*** PROVIDED DATA ***
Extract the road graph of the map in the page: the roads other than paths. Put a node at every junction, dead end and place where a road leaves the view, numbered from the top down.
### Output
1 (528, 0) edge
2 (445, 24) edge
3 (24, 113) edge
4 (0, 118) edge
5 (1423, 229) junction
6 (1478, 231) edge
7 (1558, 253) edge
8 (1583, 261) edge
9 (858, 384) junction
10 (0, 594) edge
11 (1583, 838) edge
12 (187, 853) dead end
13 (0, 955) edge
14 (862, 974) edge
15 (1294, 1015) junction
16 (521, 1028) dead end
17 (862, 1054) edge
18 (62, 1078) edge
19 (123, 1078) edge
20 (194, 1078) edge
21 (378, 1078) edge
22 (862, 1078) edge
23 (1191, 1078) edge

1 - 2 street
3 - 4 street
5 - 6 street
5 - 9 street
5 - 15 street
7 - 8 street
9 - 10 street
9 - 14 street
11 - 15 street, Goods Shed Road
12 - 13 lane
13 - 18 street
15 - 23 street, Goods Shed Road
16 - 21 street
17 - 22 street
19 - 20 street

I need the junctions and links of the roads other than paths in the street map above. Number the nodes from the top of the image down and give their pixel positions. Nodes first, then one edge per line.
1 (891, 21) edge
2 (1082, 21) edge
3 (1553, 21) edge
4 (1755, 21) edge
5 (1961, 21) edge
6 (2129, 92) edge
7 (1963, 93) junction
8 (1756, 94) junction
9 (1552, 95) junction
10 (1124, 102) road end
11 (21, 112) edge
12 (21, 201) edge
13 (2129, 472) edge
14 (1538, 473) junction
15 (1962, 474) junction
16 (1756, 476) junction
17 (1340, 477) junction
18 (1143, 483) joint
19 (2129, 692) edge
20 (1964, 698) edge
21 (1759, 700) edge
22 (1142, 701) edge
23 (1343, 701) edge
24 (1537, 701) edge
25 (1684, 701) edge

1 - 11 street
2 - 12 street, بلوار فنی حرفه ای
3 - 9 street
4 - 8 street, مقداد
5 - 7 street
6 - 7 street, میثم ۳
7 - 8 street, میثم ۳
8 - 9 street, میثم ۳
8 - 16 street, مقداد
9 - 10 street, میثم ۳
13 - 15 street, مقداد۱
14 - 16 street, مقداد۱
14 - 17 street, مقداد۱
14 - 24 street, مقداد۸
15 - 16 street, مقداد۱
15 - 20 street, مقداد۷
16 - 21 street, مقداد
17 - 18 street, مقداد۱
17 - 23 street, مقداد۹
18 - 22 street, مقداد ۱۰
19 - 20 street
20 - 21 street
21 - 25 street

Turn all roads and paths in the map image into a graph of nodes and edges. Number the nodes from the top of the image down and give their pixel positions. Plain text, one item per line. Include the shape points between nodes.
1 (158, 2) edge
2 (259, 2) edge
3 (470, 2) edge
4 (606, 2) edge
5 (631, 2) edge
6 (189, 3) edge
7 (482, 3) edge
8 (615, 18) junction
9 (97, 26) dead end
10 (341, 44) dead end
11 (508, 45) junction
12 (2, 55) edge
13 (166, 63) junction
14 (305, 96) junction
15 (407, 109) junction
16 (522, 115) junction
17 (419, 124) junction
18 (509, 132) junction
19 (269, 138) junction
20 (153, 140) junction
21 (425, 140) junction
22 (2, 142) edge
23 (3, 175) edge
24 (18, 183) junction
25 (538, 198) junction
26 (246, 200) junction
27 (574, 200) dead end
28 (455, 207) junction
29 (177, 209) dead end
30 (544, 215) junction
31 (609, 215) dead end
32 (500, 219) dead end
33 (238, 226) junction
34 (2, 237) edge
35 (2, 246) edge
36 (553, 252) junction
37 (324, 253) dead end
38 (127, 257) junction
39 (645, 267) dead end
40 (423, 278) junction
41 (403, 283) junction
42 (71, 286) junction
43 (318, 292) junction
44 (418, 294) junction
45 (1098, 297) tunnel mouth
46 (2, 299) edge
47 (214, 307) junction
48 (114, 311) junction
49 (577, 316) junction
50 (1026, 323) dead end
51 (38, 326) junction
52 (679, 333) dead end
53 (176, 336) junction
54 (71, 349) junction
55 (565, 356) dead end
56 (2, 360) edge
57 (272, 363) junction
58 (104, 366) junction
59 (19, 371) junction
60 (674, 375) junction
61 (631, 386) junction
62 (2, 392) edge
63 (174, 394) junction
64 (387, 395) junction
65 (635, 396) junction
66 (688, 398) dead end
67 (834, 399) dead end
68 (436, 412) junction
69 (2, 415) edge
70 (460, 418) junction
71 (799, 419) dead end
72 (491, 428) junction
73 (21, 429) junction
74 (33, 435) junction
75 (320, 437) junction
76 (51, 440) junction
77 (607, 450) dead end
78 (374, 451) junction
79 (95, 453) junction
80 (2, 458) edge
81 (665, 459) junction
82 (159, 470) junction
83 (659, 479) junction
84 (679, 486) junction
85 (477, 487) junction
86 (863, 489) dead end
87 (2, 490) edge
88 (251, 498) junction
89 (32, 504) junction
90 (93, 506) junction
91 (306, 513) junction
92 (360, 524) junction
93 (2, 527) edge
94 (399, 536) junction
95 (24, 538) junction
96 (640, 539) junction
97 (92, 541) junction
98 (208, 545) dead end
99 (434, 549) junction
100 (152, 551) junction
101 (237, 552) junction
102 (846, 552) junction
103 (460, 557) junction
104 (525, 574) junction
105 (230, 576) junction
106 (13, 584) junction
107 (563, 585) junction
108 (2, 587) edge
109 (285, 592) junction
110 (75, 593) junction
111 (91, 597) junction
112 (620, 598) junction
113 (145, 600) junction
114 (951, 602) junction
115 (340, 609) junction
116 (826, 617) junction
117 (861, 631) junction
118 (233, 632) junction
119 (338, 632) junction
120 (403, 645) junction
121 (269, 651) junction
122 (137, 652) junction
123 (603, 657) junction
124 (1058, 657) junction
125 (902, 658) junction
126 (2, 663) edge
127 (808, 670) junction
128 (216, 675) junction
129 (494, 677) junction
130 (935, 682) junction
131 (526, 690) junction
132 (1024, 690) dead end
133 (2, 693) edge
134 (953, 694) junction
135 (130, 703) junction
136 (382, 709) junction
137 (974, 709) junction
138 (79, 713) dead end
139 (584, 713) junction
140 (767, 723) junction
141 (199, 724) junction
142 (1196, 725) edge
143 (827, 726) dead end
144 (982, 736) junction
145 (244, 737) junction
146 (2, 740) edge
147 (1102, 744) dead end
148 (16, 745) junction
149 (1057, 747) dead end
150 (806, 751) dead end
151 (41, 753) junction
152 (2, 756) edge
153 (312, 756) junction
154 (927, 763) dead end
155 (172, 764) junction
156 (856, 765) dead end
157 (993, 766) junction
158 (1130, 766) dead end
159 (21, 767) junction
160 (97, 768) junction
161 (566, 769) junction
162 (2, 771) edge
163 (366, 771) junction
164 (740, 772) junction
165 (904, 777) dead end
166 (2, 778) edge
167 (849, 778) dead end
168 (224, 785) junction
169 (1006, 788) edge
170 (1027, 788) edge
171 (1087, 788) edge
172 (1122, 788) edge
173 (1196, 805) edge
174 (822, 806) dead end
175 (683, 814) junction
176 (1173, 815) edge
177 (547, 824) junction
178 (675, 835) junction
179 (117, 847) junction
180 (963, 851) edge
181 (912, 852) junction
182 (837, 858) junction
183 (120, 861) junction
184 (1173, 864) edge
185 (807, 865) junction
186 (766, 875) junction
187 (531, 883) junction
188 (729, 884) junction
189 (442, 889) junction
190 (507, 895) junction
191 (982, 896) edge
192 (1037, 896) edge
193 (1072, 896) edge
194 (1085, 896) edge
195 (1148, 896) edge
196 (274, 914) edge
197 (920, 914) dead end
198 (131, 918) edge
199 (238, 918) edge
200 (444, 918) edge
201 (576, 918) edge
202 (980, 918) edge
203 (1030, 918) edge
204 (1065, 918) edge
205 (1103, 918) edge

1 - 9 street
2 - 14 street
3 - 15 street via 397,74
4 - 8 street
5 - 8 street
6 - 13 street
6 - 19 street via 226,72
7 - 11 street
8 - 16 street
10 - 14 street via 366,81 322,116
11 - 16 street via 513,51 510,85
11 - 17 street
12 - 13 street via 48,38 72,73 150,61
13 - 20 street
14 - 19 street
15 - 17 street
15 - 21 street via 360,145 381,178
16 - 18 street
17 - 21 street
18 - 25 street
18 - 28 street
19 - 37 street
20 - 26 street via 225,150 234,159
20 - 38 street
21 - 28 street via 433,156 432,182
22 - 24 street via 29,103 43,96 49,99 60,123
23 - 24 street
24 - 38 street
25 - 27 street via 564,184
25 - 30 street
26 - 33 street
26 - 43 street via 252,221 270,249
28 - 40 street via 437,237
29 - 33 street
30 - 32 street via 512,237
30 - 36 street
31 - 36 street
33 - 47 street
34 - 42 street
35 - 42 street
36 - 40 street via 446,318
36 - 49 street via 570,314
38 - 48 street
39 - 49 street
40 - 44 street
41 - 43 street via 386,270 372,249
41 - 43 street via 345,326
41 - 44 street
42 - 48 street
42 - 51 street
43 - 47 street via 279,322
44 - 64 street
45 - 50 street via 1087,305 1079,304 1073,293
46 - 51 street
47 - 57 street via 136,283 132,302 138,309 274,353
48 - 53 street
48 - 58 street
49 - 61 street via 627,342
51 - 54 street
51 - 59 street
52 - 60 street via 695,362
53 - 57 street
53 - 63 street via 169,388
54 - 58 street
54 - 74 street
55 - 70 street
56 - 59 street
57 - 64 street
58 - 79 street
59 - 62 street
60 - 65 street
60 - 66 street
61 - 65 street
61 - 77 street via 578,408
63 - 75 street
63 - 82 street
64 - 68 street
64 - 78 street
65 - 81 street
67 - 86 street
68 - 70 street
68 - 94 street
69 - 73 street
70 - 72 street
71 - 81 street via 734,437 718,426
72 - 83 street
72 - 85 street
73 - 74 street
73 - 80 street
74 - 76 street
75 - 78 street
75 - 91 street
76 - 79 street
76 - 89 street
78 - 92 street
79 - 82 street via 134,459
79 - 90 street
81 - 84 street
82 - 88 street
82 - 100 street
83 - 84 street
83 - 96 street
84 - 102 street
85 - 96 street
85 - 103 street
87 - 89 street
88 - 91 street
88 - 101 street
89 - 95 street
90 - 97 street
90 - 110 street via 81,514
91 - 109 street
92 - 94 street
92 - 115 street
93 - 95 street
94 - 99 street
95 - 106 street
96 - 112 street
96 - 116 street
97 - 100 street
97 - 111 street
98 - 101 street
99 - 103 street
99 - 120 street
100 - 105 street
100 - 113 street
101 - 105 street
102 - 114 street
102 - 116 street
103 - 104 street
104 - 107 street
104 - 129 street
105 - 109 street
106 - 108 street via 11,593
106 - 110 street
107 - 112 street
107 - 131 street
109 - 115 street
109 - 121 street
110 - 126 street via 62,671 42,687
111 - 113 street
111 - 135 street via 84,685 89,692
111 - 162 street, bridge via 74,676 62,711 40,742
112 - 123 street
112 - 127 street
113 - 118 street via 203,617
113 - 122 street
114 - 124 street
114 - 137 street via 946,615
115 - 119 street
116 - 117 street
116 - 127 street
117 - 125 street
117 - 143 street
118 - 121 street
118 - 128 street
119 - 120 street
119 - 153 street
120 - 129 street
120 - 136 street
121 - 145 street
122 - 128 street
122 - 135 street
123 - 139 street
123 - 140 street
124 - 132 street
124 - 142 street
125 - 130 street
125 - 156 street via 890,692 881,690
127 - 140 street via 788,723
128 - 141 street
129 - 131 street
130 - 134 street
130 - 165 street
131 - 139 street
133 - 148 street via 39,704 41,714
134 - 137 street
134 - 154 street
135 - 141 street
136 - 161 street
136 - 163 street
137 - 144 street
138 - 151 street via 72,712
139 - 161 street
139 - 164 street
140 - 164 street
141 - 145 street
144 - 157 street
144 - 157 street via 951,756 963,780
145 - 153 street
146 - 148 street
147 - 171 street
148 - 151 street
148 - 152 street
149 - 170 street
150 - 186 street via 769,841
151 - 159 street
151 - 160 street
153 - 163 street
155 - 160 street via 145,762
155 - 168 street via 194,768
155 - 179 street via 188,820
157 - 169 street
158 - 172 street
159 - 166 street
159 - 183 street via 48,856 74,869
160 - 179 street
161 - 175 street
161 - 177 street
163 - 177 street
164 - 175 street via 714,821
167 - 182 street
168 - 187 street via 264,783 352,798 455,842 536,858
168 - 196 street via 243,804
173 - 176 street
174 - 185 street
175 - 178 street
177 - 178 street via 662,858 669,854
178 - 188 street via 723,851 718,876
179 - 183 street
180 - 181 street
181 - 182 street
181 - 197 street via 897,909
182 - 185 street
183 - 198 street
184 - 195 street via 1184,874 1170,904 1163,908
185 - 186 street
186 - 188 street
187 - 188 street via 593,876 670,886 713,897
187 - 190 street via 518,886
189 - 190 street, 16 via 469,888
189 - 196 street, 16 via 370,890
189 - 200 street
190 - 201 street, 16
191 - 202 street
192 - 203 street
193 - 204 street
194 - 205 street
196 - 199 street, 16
*** End of PROVIDED DATA ***
EXERCISE DESCRIPTION:
In the material above, show every line where the word "pixel" turns up.

FINISHED TASK:
I need the junctions and links of the roads other than paths in the street map above. Number the nodes from the top of the image down and give their pixel positions. Nodes first, then one edge per line.
Turn all roads and paths in the map image into a graph of nodes and edges. Number the nodes from the top of the image down and give their pixel positions. Plain text, one item per line. Include the shape points between nodes.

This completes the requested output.